Islamic scriptures emphasize the sacredness of Medina. Medina is mentioned several times as being sacred in the Quran, for example ayah; 9:101, 9:129, 59:9, and ayah 63:7. Medinan suras are typically longer than their Mecca counterparts. There is also a book within the hadith of Bukhari titled 'virtues of Medina'.
Sahih Bukhari says:
Narrated Anas: The Prophet said, "Medina is a sanctuary from that place to that. Its trees should not be cut and no heresy should be innovated nor any sin should be committed in it, and whoever innovates in it an heresy or commits sins (bad deeds), then he will incur the curse of Allah, the angels, and all the people."
Into the Amalekite town of Yathrib, Jews likely arrived sometime between the era of Moses and the Babylonian captivity. By the fourth century, Arab tribes began to encroach from Yemen, and there were three prominent Jewish tribes that inhabited the city into the 7th century AD: the Banu Qaynuqa, the Banu Qurayza, and Banu Nadir. Ibn Khordadbeh later reported that during the Persian Empire's domination in Hejaz, the Banu Qurayza served as tax collectors for the shah.

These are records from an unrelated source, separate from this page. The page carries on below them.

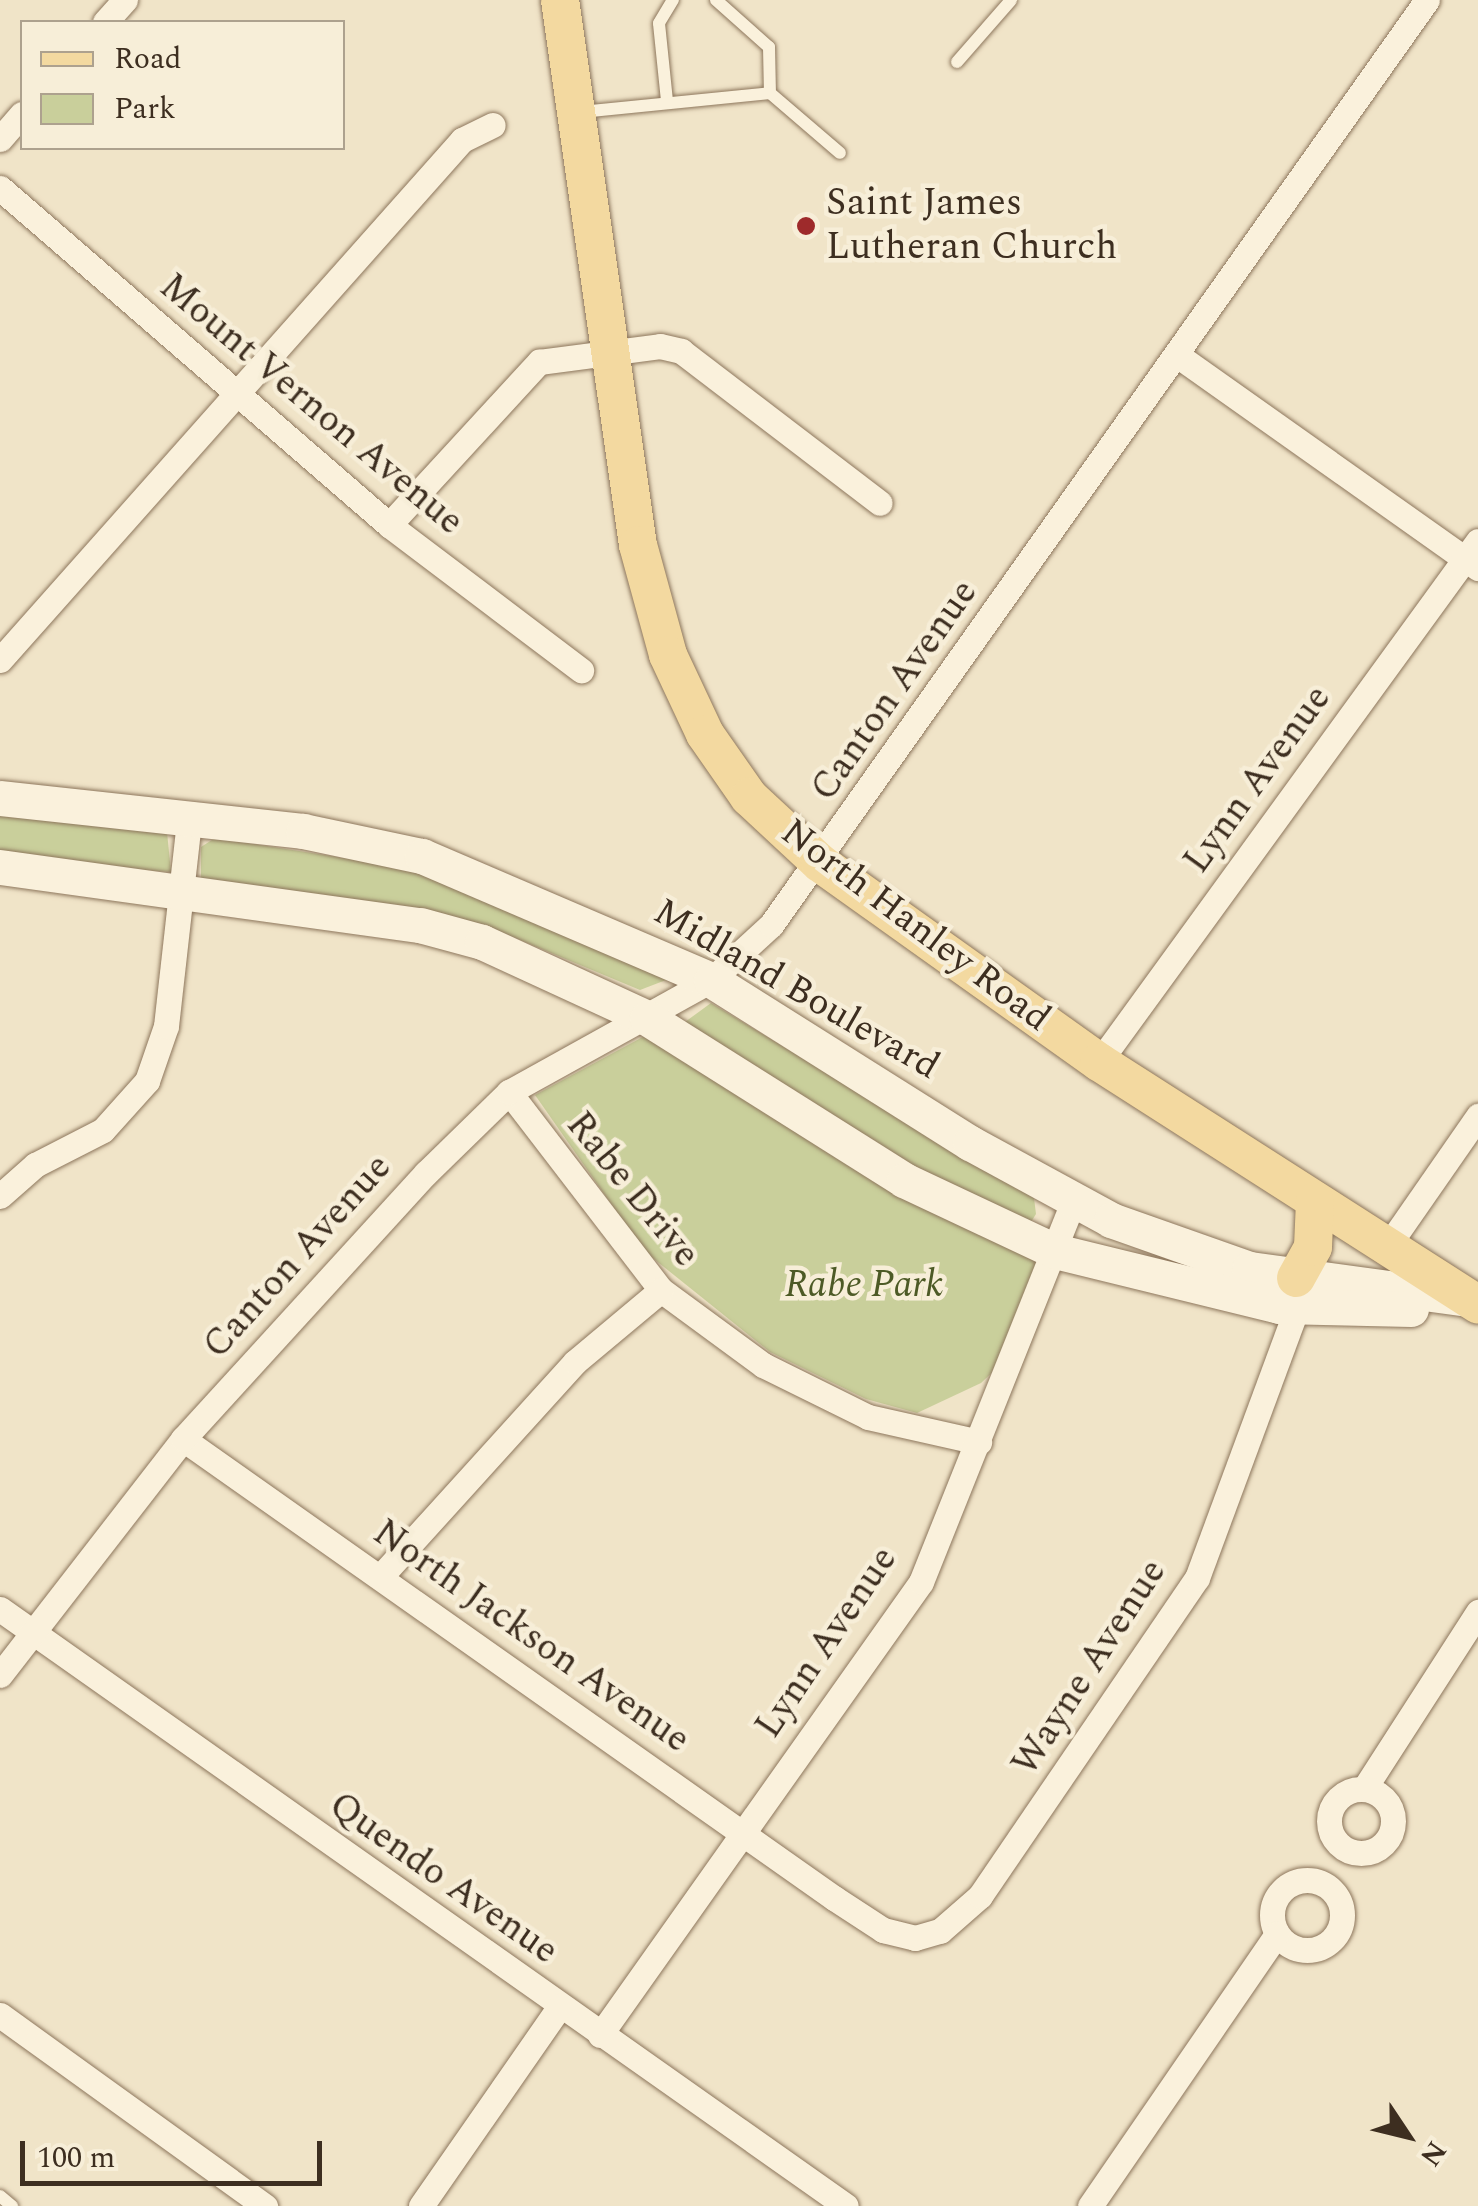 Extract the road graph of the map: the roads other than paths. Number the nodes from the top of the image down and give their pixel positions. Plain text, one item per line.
1 (125, 0) edge
2 (560, 0) edge
3 (673, 0) edge
4 (716, 0) edge
5 (1011, 0) edge
6 (1427, 0) edge
7 (107, 20) edge
8 (956, 62) dead end
9 (770, 93) junction
10 (667, 101) junction
11 (579, 113) junction
12 (20, 116) edge
13 (493, 125) dead end
14 (0, 139) edge
15 (840, 153) dead end
16 (0, 188) edge
17 (611, 349) junction
18 (1177, 355) junction
19 (240, 397) junction
20 (880, 503) dead end
21 (389, 525) junction
22 (1474, 556) edge
23 (0, 660) edge
24 (581, 670) dead end
25 (0, 798) edge
26 (189, 820) junction
27 (820, 863) junction
28 (0, 867) edge
29 (186, 890) junction
30 (712, 980) junction
31 (648, 1018) junction
32 (1099, 1062) junction
33 (509, 1092) junction
34 (1478, 1116) edge
35 (0, 1196) edge
36 (1315, 1201) junction
37 (1073, 1202) junction
38 (1387, 1247) junction
39 (1055, 1252) junction
40 (661, 1290) junction
41 (1297, 1293) junction
42 (1476, 1301) edge
43 (183, 1440) junction
44 (979, 1442) junction
45 (381, 1576) junction
46 (0, 1609) edge
47 (1478, 1612) edge
48 (32, 1635) junction
49 (0, 1675) edge
50 (1364, 1789) dead end
51 (741, 1832) junction
52 (834, 1898) joint
53 (1277, 1934) dead end
54 (560, 2006) junction
55 (0, 2015) edge
56 (600, 2036) junction
57 (0, 2196) edge
58 (12, 2206) edge
59 (266, 2206) edge
60 (420, 2206) edge
61 (846, 2206) edge
62 (1090, 2206) edge

1 - 7 street
2 - 11 main road, North Hanley Road
3 - 10 lane
4 - 9 lane
5 - 8 lane
6 - 18 street, Canton Avenue
9 - 10 lane
9 - 15 lane
10 - 11 lane
11 - 17 main road, North Hanley Road
12 - 14 street
13 - 19 street
16 - 19 street, Mount Vernon Avenue
17 - 20 street
17 - 21 street
17 - 27 main road, North Hanley Road
18 - 22 street
18 - 27 street, Canton Avenue
19 - 21 street, Mount Vernon Avenue
19 - 23 street
21 - 24 street, Mount Vernon Avenue
22 - 32 street, Lynn Avenue
25 - 26 main road, Midland Boulevard
26 - 29 street
26 - 30 main road, Midland Boulevard
27 - 30 street, Canton Avenue
27 - 32 main road, North Hanley Road
28 - 29 main road, Midland Boulevard
29 - 31 main road, Midland Boulevard
29 - 35 street
30 - 31 street, Canton Avenue
30 - 37 main road, Midland Boulevard
31 - 33 street, Canton Avenue
31 - 39 main road, Midland Boulevard
32 - 36 main road, North Hanley Road
33 - 40 street, Rabe Drive
33 - 43 street, Canton Avenue
34 - 38 street
36 - 38 main road, North Hanley Road
36 - 41 main road
37 - 39 street, Lynn Avenue
37 - 41 main road, Midland Boulevard
38 - 42 main road, North Hanley Road
39 - 41 main road, Midland Boulevard
39 - 44 street, Lynn Avenue
40 - 44 street, Rabe Drive
40 - 45 street
41 - 42 main road, Midland Boulevard
41 - 52 street, Wayne Avenue
43 - 45 street, North Jackson Avenue
43 - 48 street, Canton Avenue
44 - 51 street, Lynn Avenue
45 - 51 street, North Jackson Avenue
46 - 48 street, Quendo Avenue
47 - 50 street
48 - 49 street, Canton Avenue
48 - 54 street, Quendo Avenue
51 - 52 street, North Jackson Avenue
51 - 56 street, Lynn Avenue
53 - 62 street
54 - 56 street, Quendo Avenue
54 - 60 street
55 - 59 street
56 - 61 street, Quendo Avenue
57 - 58 lane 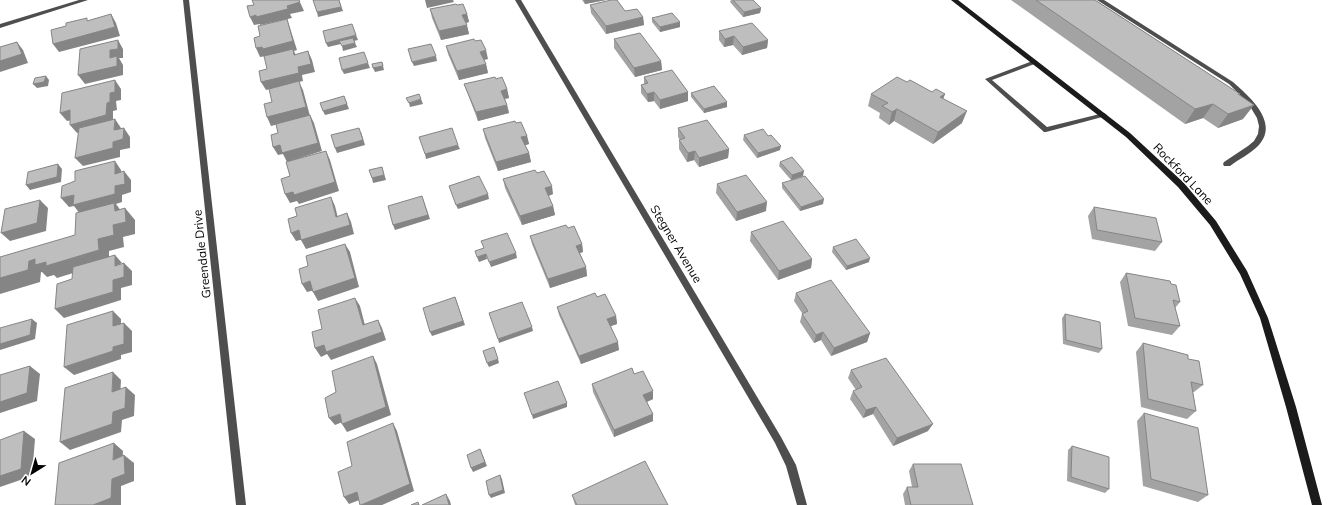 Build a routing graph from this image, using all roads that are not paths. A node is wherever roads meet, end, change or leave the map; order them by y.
1 (85, 0) edge
2 (186, 0) edge
3 (518, 0) edge
4 (954, 0) edge
5 (1100, 0) edge
6 (0, 26) edge
7 (1035, 62) junction
8 (1104, 116) junction
9 (1227, 164) dead end
10 (241, 505) edge
11 (802, 505) edge
12 (1317, 505) edge

1 - 6 street
2 - 10 street, Greendale Drive
3 - 11 street, Stegner Avenue
4 - 7 main road, Rockford Lane
5 - 9 street
7 - 8 main road, Rockford Lane
7 - 8 street
8 - 12 main road, Rockford Lane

The situation changed after the arrival from Yemen of two new Arab tribes named Banu Aus (or Banu 'Aws) and Banu Khazraj. At first, these tribes were allied with Jewish rulers, but later they revolted and became independent. Toward the end of the 5th century, the Jewish rulers lost control of the city to Banu Aus and Banu Khazraj. The Jewish Encyclopedia states that they did so "by calling in outside assistance and treacherously massacring at a banquet the principal Jews", Banu Aus and Banu Khazraj finally gained the upper hand at Medina.
Most modern historians accept the claim of the Muslim sources that after the revolt, the Jewish tribes became clients of the Aus and the Khazraj. However, according to scholar of Islam William Montgomery Watt, the clientship of the Jewish tribes is not borne out by the historical accounts of the period prior to 627, and he maintained that the Jewish populace retained a measure of political independence.
Early Muslim chronicler Ibn Ishaq tells of a pre-Islamic conflict between the last Yemenite king of the Himyarite Kingdom and the residents of Yathrib. When the king was passing by the oasis, the residents killed his son, and the Yemenite ruler threatened to exterminate the people and cut down the palms. According to Ibn Ishaq, he was stopped from doing so by two rabbis from the Banu Qurayza tribe, who implored the king to spare the oasis because it was the place "to which a prophet of the Quraysh would migrate in time to come, and it would be his home and resting-place." The Yemenite king thus did not destroy the town and converted to Judaism. He took the rabbis with him, and in Mecca, they reportedly recognized the Ka'ba as a temple built by Abraham and advised the king "to do what the people of Mecca did: to circumambulate the temple, to venerate and honour it, to shave his head and to behave with all humility until he had left its precincts." On approaching Yemen, tells ibn Ishaq, the rabbis demonstrated to the local people a miracle by coming out of a fire unscathed and the Yemenites accepted Judaism.
Eventually the Banu Aus and the Banu Khazraj became hostile to each other and by the time of Muhammad's Hijra (emigration) to Medina in 622 AD/1 AH, they had been fighting for 120 years and were the sworn enemies of each other. The Banu Nadir and the Banu Qurayza were allied with the Aus, while the Banu Qaynuqa sided with the Khazraj. They fought a total of four wars.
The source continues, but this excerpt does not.